Write down each entry precisely as given.

Data records
+ + + + + + +

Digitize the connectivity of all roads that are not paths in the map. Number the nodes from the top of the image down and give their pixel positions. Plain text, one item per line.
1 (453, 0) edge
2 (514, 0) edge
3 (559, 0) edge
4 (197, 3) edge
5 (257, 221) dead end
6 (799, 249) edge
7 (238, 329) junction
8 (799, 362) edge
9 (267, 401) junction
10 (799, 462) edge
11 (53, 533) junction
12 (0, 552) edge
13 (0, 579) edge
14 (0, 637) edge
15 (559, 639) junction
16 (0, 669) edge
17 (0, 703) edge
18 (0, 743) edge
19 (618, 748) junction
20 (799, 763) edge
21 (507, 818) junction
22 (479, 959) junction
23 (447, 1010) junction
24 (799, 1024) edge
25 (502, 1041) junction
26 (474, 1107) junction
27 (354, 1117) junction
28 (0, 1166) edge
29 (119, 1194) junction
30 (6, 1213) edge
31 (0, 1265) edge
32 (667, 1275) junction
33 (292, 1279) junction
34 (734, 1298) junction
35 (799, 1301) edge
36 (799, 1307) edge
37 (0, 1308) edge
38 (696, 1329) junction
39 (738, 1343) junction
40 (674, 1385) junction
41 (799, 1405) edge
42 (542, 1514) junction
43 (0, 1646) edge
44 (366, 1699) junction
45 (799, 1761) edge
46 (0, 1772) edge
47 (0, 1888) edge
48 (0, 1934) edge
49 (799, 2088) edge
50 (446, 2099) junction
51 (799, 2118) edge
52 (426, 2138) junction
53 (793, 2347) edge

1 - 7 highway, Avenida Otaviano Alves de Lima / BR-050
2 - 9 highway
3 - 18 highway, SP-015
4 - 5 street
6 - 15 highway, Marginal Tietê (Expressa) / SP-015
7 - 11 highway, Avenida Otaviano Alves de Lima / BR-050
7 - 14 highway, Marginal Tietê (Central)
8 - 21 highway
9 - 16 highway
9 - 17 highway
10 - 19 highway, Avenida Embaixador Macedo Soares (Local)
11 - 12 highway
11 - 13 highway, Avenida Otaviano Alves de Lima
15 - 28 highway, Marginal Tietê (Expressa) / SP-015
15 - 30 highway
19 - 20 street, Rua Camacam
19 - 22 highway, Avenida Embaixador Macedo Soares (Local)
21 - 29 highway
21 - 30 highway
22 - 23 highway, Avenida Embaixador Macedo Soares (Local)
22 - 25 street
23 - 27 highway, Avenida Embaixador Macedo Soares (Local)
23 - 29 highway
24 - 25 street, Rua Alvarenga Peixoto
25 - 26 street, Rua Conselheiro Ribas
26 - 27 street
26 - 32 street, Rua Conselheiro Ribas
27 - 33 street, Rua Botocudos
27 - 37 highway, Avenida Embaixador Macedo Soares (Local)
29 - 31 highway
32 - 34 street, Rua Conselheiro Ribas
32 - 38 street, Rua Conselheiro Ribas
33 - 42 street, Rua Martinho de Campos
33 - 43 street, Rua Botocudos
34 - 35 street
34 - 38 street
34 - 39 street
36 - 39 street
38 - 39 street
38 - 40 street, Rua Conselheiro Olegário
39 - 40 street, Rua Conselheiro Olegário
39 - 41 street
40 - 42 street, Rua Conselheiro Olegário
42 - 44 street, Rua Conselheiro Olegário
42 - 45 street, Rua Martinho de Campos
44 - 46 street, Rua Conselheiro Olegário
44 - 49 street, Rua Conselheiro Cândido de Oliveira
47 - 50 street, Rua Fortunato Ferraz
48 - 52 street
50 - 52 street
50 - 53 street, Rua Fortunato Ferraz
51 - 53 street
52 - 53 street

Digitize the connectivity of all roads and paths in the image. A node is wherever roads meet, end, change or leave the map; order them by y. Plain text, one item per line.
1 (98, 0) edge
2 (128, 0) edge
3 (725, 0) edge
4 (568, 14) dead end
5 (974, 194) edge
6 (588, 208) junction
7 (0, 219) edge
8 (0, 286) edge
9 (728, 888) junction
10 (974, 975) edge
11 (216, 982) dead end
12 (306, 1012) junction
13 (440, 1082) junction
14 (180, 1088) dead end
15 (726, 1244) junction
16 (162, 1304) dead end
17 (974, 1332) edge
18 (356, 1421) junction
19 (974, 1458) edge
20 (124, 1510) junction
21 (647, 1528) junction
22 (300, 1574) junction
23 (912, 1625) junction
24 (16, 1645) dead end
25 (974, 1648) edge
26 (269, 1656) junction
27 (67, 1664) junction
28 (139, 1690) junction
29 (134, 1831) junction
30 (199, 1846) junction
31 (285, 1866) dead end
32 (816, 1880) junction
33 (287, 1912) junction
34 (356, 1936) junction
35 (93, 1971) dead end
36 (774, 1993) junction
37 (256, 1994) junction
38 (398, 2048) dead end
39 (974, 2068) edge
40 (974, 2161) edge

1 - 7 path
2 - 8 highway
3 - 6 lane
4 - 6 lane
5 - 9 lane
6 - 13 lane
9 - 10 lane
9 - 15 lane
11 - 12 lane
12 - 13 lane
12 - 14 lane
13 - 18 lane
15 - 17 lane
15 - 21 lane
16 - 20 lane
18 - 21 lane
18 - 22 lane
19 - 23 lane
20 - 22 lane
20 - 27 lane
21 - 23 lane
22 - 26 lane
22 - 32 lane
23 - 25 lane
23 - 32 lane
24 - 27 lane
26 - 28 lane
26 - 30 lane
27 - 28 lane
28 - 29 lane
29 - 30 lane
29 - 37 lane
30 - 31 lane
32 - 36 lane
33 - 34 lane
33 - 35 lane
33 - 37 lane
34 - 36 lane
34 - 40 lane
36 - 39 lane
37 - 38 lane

+ + + + + + +

| Your response |
Digitize the connectivity of all roads that are not paths in the map. Number the nodes from the top of the image down and give their pixel positions. Plain text, one item per line.
1 (453, 0) edge
2 (514, 0) edge
3 (559, 0) edge
4 (197, 3) edge
5 (257, 221) dead end
6 (799, 249) edge
7 (238, 329) junction
8 (799, 362) edge
9 (267, 401) junction
10 (799, 462) edge
11 (53, 533) junction
12 (0, 552) edge
13 (0, 579) edge
14 (0, 637) edge
15 (559, 639) junction
16 (0, 669) edge
17 (0, 703) edge
18 (0, 743) edge
19 (618, 748) junction
20 (799, 763) edge
21 (507, 818) junction
22 (479, 959) junction
23 (447, 1010) junction
24 (799, 1024) edge
25 (502, 1041) junction
26 (474, 1107) junction
27 (354, 1117) junction
28 (0, 1166) edge
29 (119, 1194) junction
30 (6, 1213) edge
31 (0, 1265) edge
32 (667, 1275) junction
33 (292, 1279) junction
34 (734, 1298) junction
35 (799, 1301) edge
36 (799, 1307) edge
37 (0, 1308) edge
38 (696, 1329) junction
39 (738, 1343) junction
40 (674, 1385) junction
41 (799, 1405) edge
42 (542, 1514) junction
43 (0, 1646) edge
44 (366, 1699) junction
45 (799, 1761) edge
46 (0, 1772) edge
47 (0, 1888) edge
48 (0, 1934) edge
49 (799, 2088) edge
50 (446, 2099) junction
51 (799, 2118) edge
52 (426, 2138) junction
53 (793, 2347) edge

1 - 7 highway, Avenida Otaviano Alves de Lima / BR-050
2 - 9 highway
3 - 18 highway, SP-015
4 - 5 street
6 - 15 highway, Marginal Tietê (Expressa) / SP-015
7 - 11 highway, Avenida Otaviano Alves de Lima / BR-050
7 - 14 highway, Marginal Tietê (Central)
8 - 21 highway
9 - 16 highway
9 - 17 highway
10 - 19 highway, Avenida Embaixador Macedo Soares (Local)
11 - 12 highway
11 - 13 highway, Avenida Otaviano Alves de Lima
15 - 28 highway, Marginal Tietê (Expressa) / SP-015
15 - 30 highway
19 - 20 street, Rua Camacam
19 - 22 highway, Avenida Embaixador Macedo Soares (Local)
21 - 29 highway
21 - 30 highway
22 - 23 highway, Avenida Embaixador Macedo Soares (Local)
22 - 25 street
23 - 27 highway, Avenida Embaixador Macedo Soares (Local)
23 - 29 highway
24 - 25 street, Rua Alvarenga Peixoto
25 - 26 street, Rua Conselheiro Ribas
26 - 27 street
26 - 32 street, Rua Conselheiro Ribas
27 - 33 street, Rua Botocudos
27 - 37 highway, Avenida Embaixador Macedo Soares (Local)
29 - 31 highway
32 - 34 street, Rua Conselheiro Ribas
32 - 38 street, Rua Conselheiro Ribas
33 - 42 street, Rua Martinho de Campos
33 - 43 street, Rua Botocudos
34 - 35 street
34 - 38 street
34 - 39 street
36 - 39 street
38 - 39 street
38 - 40 street, Rua Conselheiro Olegário
39 - 40 street, Rua Conselheiro Olegário
39 - 41 street
40 - 42 street, Rua Conselheiro Olegário
42 - 44 street, Rua Conselheiro Olegário
42 - 45 street, Rua Martinho de Campos
44 - 46 street, Rua Conselheiro Olegário
44 - 49 street, Rua Conselheiro Cândido de Oliveira
47 - 50 street, Rua Fortunato Ferraz
48 - 52 street
50 - 52 street
50 - 53 street, Rua Fortunato Ferraz
51 - 53 street
52 - 53 street

Digitize the connectivity of all roads and paths in the image. A node is wherever roads meet, end, change or leave the map; order them by y. Plain text, one item per line.
1 (98, 0) edge
2 (128, 0) edge
3 (725, 0) edge
4 (568, 14) dead end
5 (974, 194) edge
6 (588, 208) junction
7 (0, 219) edge
8 (0, 286) edge
9 (728, 888) junction
10 (974, 975) edge
11 (216, 982) dead end
12 (306, 1012) junction
13 (440, 1082) junction
14 (180, 1088) dead end
15 (726, 1244) junction
16 (162, 1304) dead end
17 (974, 1332) edge
18 (356, 1421) junction
19 (974, 1458) edge
20 (124, 1510) junction
21 (647, 1528) junction
22 (300, 1574) junction
23 (912, 1625) junction
24 (16, 1645) dead end
25 (974, 1648) edge
26 (269, 1656) junction
27 (67, 1664) junction
28 (139, 1690) junction
29 (134, 1831) junction
30 (199, 1846) junction
31 (285, 1866) dead end
32 (816, 1880) junction
33 (287, 1912) junction
34 (356, 1936) junction
35 (93, 1971) dead end
36 (774, 1993) junction
37 (256, 1994) junction
38 (398, 2048) dead end
39 (974, 2068) edge
40 (974, 2161) edge

1 - 7 path
2 - 8 highway
3 - 6 lane
4 - 6 lane
5 - 9 lane
6 - 13 lane
9 - 10 lane
9 - 15 lane
11 - 12 lane
12 - 13 lane
12 - 14 lane
13 - 18 lane
15 - 17 lane
15 - 21 lane
16 - 20 lane
18 - 21 lane
18 - 22 lane
19 - 23 lane
20 - 22 lane
20 - 27 lane
21 - 23 lane
22 - 26 lane
22 - 32 lane
23 - 25 lane
23 - 32 lane
24 - 27 lane
26 - 28 lane
26 - 30 lane
27 - 28 lane
28 - 29 lane
29 - 30 lane
29 - 37 lane
30 - 31 lane
32 - 36 lane
33 - 34 lane
33 - 35 lane
33 - 37 lane
34 - 36 lane
34 - 40 lane
36 - 39 lane
37 - 38 lane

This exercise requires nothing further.